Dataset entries
-----

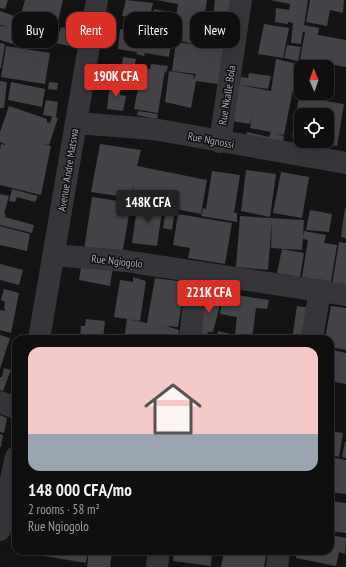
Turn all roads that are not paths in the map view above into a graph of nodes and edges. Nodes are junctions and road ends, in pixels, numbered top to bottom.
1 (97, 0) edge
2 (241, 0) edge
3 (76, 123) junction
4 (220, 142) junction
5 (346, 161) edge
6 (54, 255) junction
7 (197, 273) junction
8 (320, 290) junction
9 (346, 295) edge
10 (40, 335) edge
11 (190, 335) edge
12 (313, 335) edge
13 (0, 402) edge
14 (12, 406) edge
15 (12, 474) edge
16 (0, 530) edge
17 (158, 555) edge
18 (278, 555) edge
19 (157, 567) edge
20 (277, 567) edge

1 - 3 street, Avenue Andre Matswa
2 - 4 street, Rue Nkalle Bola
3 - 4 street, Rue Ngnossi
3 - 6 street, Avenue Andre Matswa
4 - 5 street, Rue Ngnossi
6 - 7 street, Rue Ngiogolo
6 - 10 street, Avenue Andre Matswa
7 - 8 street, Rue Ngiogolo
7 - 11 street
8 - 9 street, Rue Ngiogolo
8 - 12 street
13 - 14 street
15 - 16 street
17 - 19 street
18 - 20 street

-----

* [TASK TO CARRY OUT]
Set down every entry above verbatim, without pictures.

* [OUTPUT]
Turn all roads that are not paths in the map view above into a graph of nodes and edges. Nodes are junctions and road ends, in pixels, numbered top to bottom.
1 (97, 0) edge
2 (241, 0) edge
3 (76, 123) junction
4 (220, 142) junction
5 (346, 161) edge
6 (54, 255) junction
7 (197, 273) junction
8 (320, 290) junction
9 (346, 295) edge
10 (40, 335) edge
11 (190, 335) edge
12 (313, 335) edge
13 (0, 402) edge
14 (12, 406) edge
15 (12, 474) edge
16 (0, 530) edge
17 (158, 555) edge
18 (278, 555) edge
19 (157, 567) edge
20 (277, 567) edge

1 - 3 street, Avenue Andre Matswa
2 - 4 street, Rue Nkalle Bola
3 - 4 street, Rue Ngnossi
3 - 6 street, Avenue Andre Matswa
4 - 5 street, Rue Ngnossi
6 - 7 street, Rue Ngiogolo
6 - 10 street, Avenue Andre Matswa
7 - 8 street, Rue Ngiogolo
7 - 11 street
8 - 9 street, Rue Ngiogolo
8 - 12 street
13 - 14 street
15 - 16 street
17 - 19 street
18 - 20 street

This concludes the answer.